**The task**:
Look through the entries below for the string "position", and copy each line where it is found.
-------- Material for this exercise
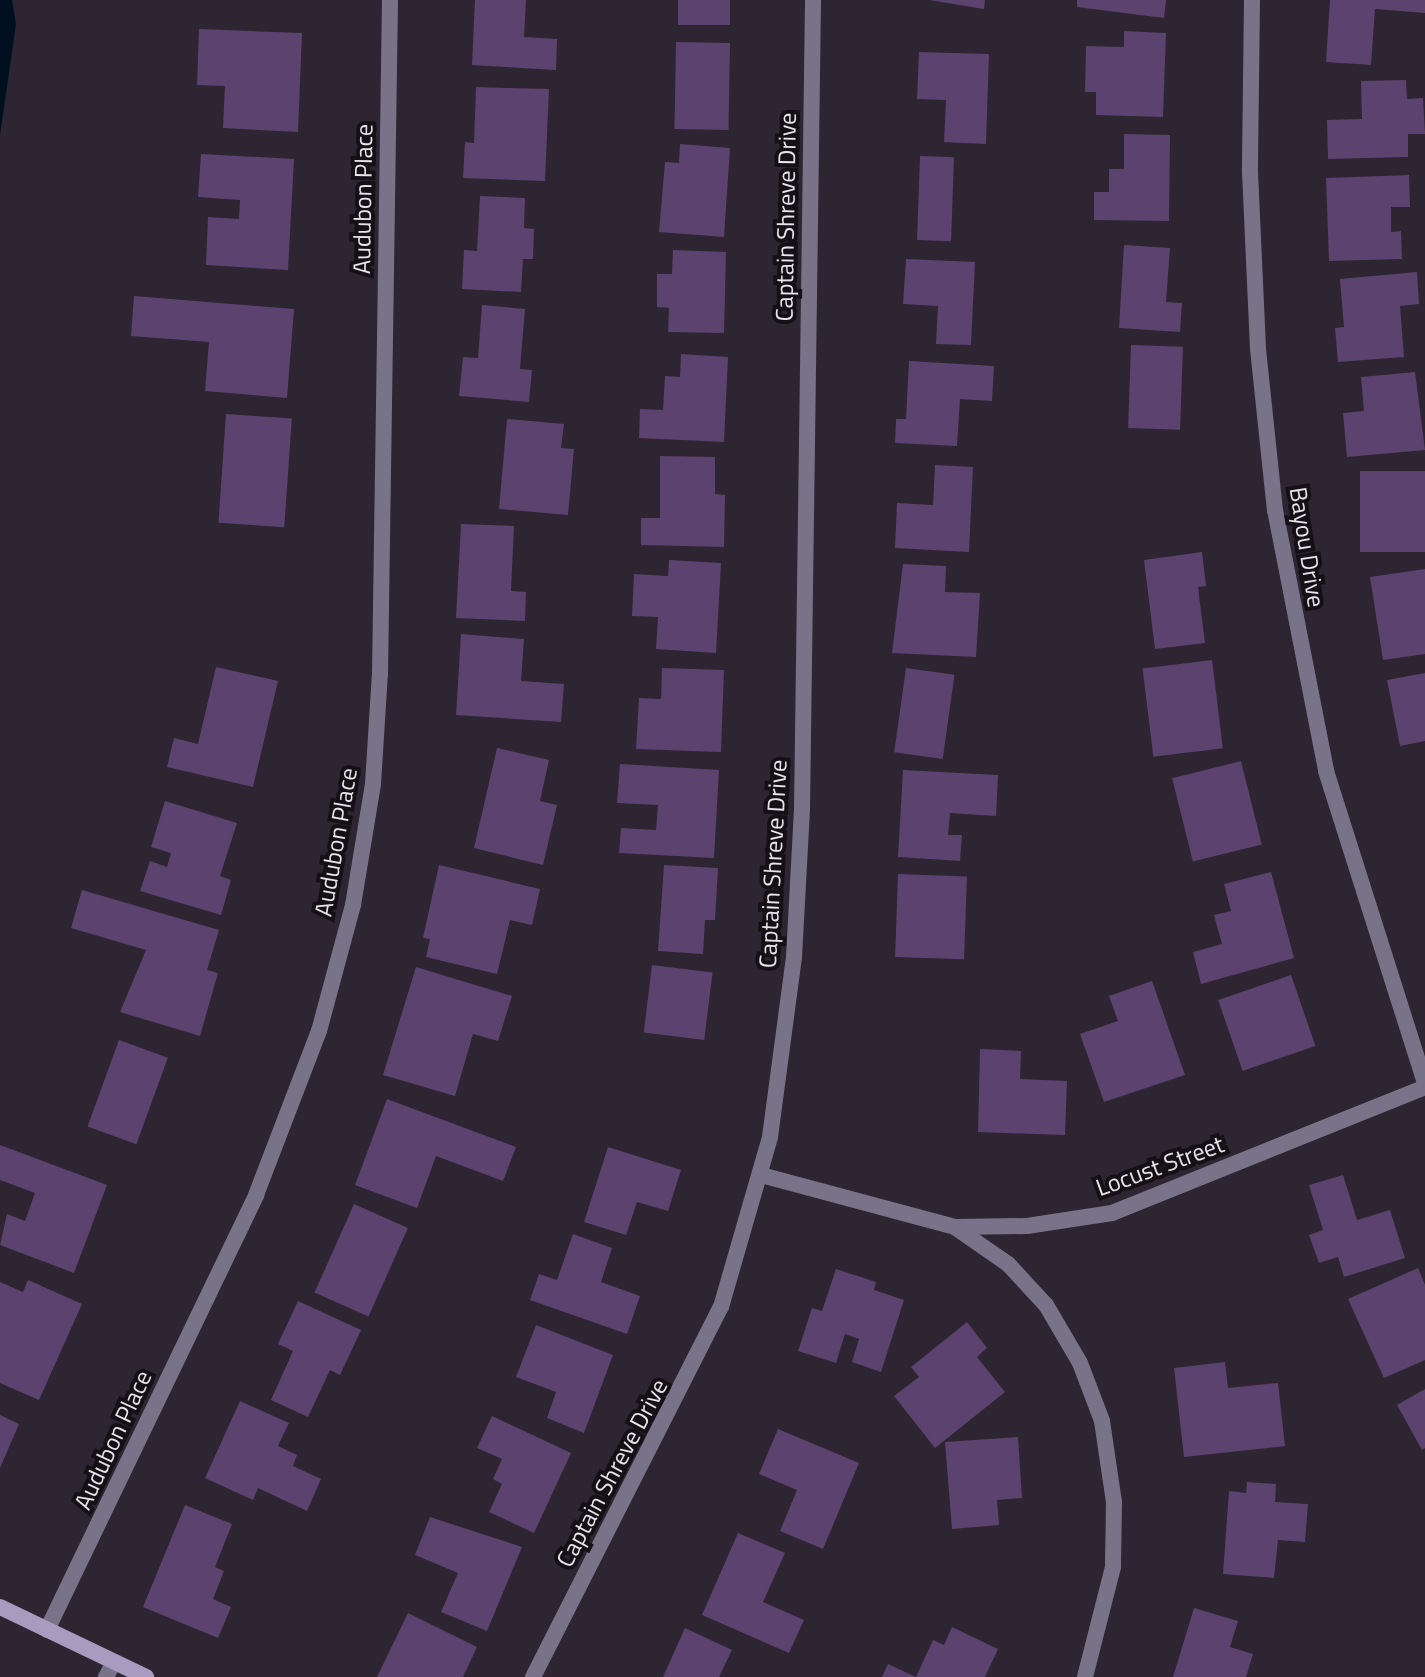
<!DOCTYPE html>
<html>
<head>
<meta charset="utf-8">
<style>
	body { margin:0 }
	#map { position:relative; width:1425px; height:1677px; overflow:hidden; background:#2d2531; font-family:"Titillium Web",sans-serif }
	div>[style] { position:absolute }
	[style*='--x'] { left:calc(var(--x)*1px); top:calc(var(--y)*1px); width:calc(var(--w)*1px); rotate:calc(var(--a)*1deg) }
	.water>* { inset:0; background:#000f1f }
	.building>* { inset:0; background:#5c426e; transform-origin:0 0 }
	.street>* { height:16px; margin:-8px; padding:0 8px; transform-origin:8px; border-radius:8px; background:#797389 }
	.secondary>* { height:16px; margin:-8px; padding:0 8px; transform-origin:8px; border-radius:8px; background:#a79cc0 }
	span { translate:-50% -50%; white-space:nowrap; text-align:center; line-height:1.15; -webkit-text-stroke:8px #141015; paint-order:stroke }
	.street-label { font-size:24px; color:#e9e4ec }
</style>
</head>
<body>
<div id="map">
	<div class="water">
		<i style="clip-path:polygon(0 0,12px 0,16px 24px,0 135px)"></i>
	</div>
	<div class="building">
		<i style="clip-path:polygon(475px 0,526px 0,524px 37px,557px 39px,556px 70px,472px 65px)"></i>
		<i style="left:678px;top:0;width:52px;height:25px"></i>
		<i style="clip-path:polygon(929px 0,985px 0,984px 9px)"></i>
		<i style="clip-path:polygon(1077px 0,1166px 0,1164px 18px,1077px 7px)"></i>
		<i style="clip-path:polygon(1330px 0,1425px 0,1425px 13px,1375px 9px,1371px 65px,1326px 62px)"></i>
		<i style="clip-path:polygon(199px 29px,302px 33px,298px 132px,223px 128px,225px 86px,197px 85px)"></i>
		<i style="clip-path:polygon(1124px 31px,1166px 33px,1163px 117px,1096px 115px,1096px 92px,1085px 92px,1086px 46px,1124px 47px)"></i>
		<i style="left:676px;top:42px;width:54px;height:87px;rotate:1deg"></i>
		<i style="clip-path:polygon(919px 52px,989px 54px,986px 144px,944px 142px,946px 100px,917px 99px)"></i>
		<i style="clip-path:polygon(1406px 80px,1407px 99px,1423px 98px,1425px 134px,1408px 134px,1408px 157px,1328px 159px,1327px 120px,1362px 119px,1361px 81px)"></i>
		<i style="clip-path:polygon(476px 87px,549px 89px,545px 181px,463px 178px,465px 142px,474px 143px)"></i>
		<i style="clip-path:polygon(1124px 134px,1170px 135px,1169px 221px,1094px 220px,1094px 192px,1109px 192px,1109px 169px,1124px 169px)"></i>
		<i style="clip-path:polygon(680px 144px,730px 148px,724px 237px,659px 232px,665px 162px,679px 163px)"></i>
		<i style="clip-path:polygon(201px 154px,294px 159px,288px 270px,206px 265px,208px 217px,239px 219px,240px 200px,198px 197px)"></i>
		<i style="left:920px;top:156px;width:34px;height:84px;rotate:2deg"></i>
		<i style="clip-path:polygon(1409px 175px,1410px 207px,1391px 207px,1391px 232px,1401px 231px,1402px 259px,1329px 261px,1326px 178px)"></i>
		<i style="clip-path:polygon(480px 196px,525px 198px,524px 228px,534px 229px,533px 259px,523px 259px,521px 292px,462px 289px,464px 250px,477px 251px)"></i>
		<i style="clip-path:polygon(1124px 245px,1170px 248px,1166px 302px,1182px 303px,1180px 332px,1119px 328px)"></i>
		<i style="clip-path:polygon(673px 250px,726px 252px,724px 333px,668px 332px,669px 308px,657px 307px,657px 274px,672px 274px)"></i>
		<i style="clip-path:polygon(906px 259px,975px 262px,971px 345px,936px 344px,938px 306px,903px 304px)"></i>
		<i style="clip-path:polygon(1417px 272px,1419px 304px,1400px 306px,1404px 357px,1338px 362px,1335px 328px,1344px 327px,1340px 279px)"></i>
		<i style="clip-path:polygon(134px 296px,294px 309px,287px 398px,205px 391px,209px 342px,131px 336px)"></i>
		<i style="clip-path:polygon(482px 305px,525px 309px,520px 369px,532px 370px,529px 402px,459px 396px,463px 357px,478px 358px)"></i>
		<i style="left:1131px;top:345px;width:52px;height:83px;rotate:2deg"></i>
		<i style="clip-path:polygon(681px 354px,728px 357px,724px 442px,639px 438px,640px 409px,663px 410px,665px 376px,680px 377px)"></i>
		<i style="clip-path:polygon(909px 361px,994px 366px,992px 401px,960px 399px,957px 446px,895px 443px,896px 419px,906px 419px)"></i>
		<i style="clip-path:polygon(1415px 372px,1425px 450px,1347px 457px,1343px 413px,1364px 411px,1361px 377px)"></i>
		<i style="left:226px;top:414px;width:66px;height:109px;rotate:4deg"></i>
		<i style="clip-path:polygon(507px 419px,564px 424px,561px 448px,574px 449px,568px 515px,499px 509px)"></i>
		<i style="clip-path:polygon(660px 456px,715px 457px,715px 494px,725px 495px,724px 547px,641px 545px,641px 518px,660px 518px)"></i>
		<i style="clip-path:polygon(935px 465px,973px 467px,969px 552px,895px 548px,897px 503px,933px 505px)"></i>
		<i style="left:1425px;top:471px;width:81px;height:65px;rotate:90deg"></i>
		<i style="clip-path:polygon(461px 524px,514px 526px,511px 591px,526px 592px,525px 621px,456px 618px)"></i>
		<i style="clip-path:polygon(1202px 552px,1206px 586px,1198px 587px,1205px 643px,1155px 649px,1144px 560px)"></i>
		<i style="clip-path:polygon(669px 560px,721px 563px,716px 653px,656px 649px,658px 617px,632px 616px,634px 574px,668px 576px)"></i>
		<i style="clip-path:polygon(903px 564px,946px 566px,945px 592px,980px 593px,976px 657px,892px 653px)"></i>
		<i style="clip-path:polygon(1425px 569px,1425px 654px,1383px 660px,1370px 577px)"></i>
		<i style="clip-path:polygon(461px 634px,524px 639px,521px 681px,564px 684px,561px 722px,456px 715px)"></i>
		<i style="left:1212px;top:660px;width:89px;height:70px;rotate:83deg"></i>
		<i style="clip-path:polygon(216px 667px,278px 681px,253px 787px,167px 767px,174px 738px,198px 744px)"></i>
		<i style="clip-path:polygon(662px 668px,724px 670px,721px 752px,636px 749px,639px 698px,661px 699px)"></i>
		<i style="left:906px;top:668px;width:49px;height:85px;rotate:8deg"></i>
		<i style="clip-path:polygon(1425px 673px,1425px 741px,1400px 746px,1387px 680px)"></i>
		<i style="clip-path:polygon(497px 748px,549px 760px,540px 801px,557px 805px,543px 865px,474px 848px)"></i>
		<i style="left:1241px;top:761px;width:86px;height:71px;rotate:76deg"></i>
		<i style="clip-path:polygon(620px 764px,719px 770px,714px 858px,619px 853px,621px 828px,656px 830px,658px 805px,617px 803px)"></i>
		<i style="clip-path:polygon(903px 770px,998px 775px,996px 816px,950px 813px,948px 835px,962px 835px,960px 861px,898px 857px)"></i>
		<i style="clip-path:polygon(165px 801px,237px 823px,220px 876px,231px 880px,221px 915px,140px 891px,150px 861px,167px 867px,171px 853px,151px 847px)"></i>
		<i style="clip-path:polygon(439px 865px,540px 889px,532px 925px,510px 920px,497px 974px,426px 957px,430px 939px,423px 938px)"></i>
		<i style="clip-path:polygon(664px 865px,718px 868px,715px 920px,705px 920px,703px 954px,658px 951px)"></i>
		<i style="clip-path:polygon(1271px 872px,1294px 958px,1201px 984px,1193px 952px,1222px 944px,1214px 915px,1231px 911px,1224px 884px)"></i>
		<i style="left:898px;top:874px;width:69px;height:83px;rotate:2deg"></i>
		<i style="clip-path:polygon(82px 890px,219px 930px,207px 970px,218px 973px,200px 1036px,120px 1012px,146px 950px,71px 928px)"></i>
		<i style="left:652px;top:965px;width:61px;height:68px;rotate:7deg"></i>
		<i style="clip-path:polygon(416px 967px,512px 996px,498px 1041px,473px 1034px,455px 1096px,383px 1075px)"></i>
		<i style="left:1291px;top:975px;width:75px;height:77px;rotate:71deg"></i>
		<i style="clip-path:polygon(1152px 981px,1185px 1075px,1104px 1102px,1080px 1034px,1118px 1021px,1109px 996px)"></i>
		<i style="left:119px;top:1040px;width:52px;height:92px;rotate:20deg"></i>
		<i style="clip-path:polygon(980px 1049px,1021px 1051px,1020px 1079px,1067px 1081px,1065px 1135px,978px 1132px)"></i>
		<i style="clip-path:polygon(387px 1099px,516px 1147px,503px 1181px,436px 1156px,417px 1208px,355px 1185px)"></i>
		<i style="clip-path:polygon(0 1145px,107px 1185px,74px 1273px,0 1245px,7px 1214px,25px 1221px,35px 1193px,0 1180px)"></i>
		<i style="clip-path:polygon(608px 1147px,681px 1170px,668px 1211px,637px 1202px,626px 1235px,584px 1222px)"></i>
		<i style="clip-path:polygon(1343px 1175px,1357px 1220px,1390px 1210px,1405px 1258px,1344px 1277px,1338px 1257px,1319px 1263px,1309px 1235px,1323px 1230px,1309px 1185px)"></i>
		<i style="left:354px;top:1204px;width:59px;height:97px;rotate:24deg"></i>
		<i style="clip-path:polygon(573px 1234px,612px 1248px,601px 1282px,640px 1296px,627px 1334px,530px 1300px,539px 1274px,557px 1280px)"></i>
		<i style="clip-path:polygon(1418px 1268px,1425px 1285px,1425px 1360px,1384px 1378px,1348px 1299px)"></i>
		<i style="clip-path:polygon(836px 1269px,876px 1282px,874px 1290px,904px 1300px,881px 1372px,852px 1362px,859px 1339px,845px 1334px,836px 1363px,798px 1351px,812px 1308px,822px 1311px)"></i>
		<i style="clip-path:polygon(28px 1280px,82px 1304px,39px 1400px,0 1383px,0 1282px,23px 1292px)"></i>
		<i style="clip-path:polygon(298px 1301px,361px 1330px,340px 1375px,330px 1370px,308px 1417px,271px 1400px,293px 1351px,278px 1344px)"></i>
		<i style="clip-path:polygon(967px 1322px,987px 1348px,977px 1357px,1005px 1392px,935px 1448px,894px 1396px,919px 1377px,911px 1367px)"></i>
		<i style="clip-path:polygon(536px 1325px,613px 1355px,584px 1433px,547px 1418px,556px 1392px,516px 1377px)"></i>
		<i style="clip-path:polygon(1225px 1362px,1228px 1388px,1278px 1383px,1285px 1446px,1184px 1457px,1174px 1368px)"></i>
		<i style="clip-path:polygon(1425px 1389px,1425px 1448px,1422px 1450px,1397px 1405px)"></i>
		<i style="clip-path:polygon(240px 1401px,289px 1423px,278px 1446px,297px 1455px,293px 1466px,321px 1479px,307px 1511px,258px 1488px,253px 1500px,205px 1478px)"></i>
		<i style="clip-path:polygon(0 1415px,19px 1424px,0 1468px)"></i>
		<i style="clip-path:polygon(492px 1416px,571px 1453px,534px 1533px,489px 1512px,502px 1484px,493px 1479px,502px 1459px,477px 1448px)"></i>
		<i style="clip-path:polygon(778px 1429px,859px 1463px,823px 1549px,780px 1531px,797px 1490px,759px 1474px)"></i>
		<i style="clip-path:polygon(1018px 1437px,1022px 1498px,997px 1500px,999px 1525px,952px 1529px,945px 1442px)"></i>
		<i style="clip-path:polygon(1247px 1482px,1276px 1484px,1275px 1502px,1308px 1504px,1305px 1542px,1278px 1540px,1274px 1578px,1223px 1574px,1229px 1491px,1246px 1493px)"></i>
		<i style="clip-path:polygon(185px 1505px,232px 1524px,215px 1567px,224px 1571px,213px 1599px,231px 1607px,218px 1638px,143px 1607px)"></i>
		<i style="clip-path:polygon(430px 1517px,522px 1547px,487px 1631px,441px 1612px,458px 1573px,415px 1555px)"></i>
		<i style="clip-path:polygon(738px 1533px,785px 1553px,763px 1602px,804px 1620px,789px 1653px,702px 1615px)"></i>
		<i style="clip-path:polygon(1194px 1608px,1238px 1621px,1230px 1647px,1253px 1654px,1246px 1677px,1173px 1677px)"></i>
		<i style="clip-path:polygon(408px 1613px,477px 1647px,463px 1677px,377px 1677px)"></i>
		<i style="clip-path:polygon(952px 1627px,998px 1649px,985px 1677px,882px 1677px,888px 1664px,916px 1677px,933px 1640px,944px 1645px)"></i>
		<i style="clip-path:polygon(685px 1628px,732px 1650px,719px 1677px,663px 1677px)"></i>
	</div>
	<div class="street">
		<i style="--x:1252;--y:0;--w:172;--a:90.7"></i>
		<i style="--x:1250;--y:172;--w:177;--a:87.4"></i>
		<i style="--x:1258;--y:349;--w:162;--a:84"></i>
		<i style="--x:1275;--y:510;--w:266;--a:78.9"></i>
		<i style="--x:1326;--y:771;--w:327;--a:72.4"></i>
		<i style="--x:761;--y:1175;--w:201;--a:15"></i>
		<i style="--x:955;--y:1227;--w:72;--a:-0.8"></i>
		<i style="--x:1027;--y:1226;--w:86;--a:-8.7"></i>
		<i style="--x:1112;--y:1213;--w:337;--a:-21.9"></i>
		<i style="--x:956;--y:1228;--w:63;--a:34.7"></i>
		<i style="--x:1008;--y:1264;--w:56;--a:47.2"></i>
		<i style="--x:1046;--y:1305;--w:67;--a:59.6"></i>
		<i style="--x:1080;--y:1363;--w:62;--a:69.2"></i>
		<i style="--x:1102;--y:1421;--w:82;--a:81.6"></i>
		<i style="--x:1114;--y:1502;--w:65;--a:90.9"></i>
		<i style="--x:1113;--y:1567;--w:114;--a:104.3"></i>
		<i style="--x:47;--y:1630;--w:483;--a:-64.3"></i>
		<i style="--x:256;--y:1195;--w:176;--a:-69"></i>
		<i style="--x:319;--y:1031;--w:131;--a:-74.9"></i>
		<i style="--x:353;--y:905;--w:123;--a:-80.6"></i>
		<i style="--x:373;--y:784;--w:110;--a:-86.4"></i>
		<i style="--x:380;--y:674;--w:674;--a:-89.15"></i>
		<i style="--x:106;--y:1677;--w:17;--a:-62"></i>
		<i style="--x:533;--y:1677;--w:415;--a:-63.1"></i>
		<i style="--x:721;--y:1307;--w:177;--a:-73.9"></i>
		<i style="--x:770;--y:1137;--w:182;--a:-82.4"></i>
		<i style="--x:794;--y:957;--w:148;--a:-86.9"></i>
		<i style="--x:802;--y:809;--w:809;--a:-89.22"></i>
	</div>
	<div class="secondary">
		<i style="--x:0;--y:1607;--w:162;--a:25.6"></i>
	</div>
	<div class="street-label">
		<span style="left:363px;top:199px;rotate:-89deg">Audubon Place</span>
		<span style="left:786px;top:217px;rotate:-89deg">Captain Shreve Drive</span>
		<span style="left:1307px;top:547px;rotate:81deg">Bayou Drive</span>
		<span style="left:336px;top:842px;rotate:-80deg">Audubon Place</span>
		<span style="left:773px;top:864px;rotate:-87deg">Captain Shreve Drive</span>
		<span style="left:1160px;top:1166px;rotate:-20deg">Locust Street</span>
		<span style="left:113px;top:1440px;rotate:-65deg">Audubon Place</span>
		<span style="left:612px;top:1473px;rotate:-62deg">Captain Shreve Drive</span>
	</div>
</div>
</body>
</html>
----------------
**Completed task**:
	#map { position:relative; width:1425px; height:1677px; overflow:hidden; background:#2d2531; font-family:"Titillium Web",sans-serif }
	div>[style] { position:absolute }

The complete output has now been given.